Frente Legal Contra El Nuevo Código Penal: Interponen acción de inconstitucionalidad por criminalización absoluta del aborto

Alianza Cristiana, Católicas por el Derecho a Decidir y la madre de “Esperancita” acuden al Tribunal Constitucional para impugnar cinco artículos de la Ley 74-25 (Nuevo Código Penal de la Rep. Dom.) que entra en vigor en agosto, exigiendo la inclusión de las tres causales.
Santo Domingo, RD. En lo que se perfila como una de las batallas jurídicas y sociales más trascendentales del año, diversas organizaciones sociales y de fe han acudido formalmente ante el Tribunal Constitucional de la República Dominicana. El objetivo de este histórico paso es interponer una Acción Directa de Inconstitucionalidad (ADI) en contra de varios artículos de la recién promulgada Ley 74-25, pieza que da forma al nuevo Código Penal dominicano y cuya entrada en vigencia oficial está pautada para el próximo 3 de agosto. Las entidades accionantes argumentan de manera categórica que la normativa actual vulnera principios constitucionales fundamentales al mantener una penalización absoluta de la interrupción del embarazo.
La demanda legal fue impulsada de manera conjunta por la Alianza Cristiana Dominicana, el movimiento Católicas por el Derecho a Decidir RD y Rosa Herminia Hernández, madre de la adolescente Rosaura Almonte, conocida recordada como “Esperancita”, quien falleció en el año 2012 debido a la denegación de tratamiento médico oportuno por encontrarse embarazada. El recurso técnico ataca específicamente los artículos 106, 107, 108, 110 y 111 de la referida Ley 74-25. De acuerdo con el cuerpo de abogados constitucionalistas que lidera la acción —compuesto por destacados juristas como Patricia Santana Nina y Cristóbal Rodríguez Gómez—, estos apartados consagran una desprotección sistemática que obliga a las mujeres y niñas en situaciones médicas extremas a elegir trágicamente entre la cárcel, su salud o su propia vida.
El núcleo conceptual de la ADI sostiene que el derecho a la vida consagrado en el artículo 37 de la Carta Magna no puede interpretarse como una protección abstracta o absoluta que sacrifique de manera obligatoria la dignidad y la integridad física de las gestantes. Los demandantes fundamentaron su postura con jurisprudencia internacional, demostrando que más del 70% de las naciones del mundo que poseen protección constitucional prenatal contemplan de forma explícita la despenalización en causales críticas. Asimismo, el documento denuncia que el artículo 111 del nuevo texto legal genera un peligroso “efecto inhibidor” en la comunidad médica, ya que su ambigüedad jurídica atemoriza a los profesionales de la salud con sanciones penales, impidiéndoles tomar medidas de emergencia a tiempo para salvar vidas.

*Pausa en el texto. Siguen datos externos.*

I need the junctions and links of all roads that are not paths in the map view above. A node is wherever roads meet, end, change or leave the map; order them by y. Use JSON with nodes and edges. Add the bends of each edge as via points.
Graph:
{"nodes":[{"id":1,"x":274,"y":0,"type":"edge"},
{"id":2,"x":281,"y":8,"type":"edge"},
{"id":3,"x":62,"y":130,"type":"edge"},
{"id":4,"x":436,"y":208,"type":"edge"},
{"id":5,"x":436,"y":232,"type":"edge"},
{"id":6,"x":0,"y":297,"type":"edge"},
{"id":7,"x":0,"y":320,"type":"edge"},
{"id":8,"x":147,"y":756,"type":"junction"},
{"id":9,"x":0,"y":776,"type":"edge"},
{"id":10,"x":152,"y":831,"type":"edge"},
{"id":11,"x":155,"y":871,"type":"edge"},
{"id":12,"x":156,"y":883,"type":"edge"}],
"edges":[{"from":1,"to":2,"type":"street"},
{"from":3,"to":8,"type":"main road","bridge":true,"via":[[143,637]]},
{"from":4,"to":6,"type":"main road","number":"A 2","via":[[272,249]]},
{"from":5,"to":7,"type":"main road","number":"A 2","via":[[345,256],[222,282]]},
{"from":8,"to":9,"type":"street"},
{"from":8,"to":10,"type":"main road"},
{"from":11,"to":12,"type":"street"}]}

Para evidenciar el impacto humano y clínico de la actual legislación, la acción constitucional aportó datos desgarradores de la realidad dominicana. El expediente cita las muertes prevenibles de mujeres como Adilka Feliz en 2024, Carmen Dionelys Martínez Bonilla (fallecida a las 20 semanas por complicaciones de falcemia) y Winifer Núñez Beato en 2021, quien perdió la vida debido a un embarazo con un feto inviable. Adicionalmente, el documento resalta el drama social que vive el país, apoyándose en estadísticas oficiales de la Procuraduría General de la República que revelan que solo en 2024 unas 585 niñas de entre 11 y 14 años se convirtieron en madres, mientras decenas de casos de aborto fueron judicializados entre 2017 y 2022.
Desde una innovadora perspectiva teológica y de fe, las representantes de la Alianza Cristiana Dominicana y de Católicas por el Derecho a Decidir enfatizaron que los valores religiosos y los derechos humanos de las mujeres no son conceptos opuestos, sino compatibles en la búsqueda de la justicia social. El petitorio final elevado al Tribunal Constitucional, cuya audiencia ha sido fijada para el miércoles 17 de junio, exige formalmente declarar la inconstitucionalidad parcial de los artículos impugnados. En su lugar, solicitan dictar una sentencia que garantice una interpretación armónica de la ley, permitiendo el aborto bajo las tres causales esenciales: cuando peligre la vida o salud de la madre, ante la inviabilidad del feto, o cuando el embarazo sea el traumático resultado de una violación o incesto.